Jonathan a invité deux de ses amis dont j’avais fait la connaissance chez Yvan Roux, Jean-Philippe a invité deux de ses amis que j’ai connus en diverses circonstances, et mon épouse qui redoutait un dîner où l’on parle de vins a été servie !
Pensant que démarrer par un champagne sublime est un départ trop rapide, j’ai insisté pour que l’on boive « mon » Champagne Laurent Perrier rosé Cuvée Alexandra 1998 pour se faire le palais.
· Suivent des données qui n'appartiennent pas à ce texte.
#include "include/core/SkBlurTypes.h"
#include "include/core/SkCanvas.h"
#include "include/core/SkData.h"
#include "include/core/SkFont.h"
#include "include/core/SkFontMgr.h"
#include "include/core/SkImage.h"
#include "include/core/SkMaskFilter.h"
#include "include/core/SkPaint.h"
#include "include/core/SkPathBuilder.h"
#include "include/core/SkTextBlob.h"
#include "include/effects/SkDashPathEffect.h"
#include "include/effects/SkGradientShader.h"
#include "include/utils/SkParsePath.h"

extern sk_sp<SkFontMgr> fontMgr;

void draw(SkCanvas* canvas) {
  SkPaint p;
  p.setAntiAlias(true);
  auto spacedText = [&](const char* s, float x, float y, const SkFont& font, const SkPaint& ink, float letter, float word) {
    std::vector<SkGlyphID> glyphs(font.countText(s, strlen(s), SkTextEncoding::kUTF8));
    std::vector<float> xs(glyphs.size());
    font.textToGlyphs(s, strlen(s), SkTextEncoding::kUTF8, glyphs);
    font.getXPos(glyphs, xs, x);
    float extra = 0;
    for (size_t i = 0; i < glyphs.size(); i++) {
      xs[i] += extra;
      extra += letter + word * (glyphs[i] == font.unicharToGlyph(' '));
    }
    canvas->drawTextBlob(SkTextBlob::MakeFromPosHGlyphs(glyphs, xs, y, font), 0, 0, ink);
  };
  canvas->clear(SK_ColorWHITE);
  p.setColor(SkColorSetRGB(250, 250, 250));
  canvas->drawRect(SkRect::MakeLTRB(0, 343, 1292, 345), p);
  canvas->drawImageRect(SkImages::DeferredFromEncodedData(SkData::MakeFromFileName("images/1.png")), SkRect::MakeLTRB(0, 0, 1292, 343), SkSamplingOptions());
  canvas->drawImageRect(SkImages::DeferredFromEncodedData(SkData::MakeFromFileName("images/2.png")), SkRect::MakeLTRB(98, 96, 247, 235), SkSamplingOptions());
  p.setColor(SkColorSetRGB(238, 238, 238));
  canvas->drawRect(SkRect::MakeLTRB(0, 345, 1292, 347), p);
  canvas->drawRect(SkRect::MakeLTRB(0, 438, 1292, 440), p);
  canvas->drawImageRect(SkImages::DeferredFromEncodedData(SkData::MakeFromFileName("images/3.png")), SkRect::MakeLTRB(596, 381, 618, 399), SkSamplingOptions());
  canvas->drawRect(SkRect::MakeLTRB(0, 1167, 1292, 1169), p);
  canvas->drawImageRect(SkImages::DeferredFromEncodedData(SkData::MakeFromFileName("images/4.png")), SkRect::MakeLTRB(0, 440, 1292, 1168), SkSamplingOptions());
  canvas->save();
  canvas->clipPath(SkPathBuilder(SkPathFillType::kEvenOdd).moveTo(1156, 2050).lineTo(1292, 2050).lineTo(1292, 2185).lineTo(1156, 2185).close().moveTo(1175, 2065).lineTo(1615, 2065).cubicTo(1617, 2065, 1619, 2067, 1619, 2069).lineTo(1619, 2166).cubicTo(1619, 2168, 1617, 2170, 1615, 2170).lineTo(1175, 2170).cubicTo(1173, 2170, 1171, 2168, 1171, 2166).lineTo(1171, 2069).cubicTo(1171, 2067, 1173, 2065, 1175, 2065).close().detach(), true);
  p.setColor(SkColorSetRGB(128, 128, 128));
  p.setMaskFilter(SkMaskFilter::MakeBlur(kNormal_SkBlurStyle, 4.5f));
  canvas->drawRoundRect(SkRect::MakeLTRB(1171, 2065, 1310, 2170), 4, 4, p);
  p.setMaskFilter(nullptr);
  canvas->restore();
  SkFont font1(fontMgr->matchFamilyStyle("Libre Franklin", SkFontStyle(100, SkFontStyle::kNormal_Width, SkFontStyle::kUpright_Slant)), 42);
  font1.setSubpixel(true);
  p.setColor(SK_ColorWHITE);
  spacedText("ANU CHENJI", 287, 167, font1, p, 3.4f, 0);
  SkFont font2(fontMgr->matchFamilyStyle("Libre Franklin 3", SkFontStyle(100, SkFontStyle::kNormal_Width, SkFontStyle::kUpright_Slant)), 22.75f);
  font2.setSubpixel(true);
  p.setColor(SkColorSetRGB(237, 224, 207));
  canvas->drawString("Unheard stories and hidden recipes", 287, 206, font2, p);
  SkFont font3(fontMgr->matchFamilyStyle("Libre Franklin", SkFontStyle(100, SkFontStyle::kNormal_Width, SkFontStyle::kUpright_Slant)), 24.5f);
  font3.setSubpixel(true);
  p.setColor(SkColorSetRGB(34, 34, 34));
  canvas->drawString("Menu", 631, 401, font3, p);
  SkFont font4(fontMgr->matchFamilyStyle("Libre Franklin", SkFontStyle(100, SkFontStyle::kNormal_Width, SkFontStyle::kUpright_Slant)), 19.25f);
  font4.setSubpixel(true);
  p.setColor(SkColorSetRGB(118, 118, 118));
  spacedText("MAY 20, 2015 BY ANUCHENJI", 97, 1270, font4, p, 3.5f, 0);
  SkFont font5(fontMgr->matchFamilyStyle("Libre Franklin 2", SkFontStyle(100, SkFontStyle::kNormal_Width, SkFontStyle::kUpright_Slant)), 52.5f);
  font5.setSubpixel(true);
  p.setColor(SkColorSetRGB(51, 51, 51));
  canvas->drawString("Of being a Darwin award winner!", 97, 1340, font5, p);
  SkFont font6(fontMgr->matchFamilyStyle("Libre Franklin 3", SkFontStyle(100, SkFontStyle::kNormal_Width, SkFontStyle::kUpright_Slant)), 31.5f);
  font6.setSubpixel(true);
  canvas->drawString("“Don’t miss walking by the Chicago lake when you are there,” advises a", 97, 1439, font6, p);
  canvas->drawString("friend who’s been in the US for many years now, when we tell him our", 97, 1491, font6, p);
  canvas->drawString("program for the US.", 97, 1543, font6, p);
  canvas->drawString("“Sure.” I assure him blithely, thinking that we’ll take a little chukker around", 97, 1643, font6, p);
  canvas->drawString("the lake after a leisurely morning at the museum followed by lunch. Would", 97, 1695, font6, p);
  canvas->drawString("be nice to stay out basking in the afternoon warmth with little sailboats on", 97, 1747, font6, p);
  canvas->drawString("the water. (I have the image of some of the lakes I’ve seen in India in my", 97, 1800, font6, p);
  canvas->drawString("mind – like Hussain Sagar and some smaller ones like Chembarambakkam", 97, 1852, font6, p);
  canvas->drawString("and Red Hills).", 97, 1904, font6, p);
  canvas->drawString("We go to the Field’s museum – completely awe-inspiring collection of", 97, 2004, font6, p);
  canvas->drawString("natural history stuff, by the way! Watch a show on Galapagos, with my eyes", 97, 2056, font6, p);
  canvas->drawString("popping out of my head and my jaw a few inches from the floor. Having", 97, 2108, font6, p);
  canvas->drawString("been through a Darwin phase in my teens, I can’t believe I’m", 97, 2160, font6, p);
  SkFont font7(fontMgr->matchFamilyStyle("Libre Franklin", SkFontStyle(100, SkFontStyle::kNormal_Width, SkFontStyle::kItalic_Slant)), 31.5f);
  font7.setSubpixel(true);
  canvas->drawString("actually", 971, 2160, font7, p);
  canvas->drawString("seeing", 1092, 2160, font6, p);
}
J’y étais conduit par la présence de copeaux de saucisse de Morteau que Jean-Philippe agrémenta de mizuna. Le rose du champagne est joli, frais, alors que le champagne ne l’est pas, puisqu’il a été mis au froid tardivement. La bulle est belle et je suis agréablement surpris de voir que c’est un bon rosé. Il a de la consistance, et il manque un peu de folie. C’est un exercice de style très appréciable, mais qui ne crée pas une grande émotion. L’accord avec la saucisse est très pertinent.
Dès qu’est servi le Champagne Krug Vintage 1990, nous montons quatre à quatre les marches de l’ascenseur gustatif, et cette phrase me plaît tant elle est dans la ligne des légendaires discours du maire de Champignac. Ce champagne est d’une classe extrême, délivrant un flot de complexité dont on saisit des bribes sans jamais embrasser la totalité des messages. Le foie gras poêlé, fève Tonka et fleur de coriandre est parfait, goûteux, d’une extrême qualité. Mais ce qui est curieux, c’est que si la logique de l’accord est respectée, il n’y a aucune valeur ajoutée pour l’un comme pour l’autre. Pas de changement de niveau.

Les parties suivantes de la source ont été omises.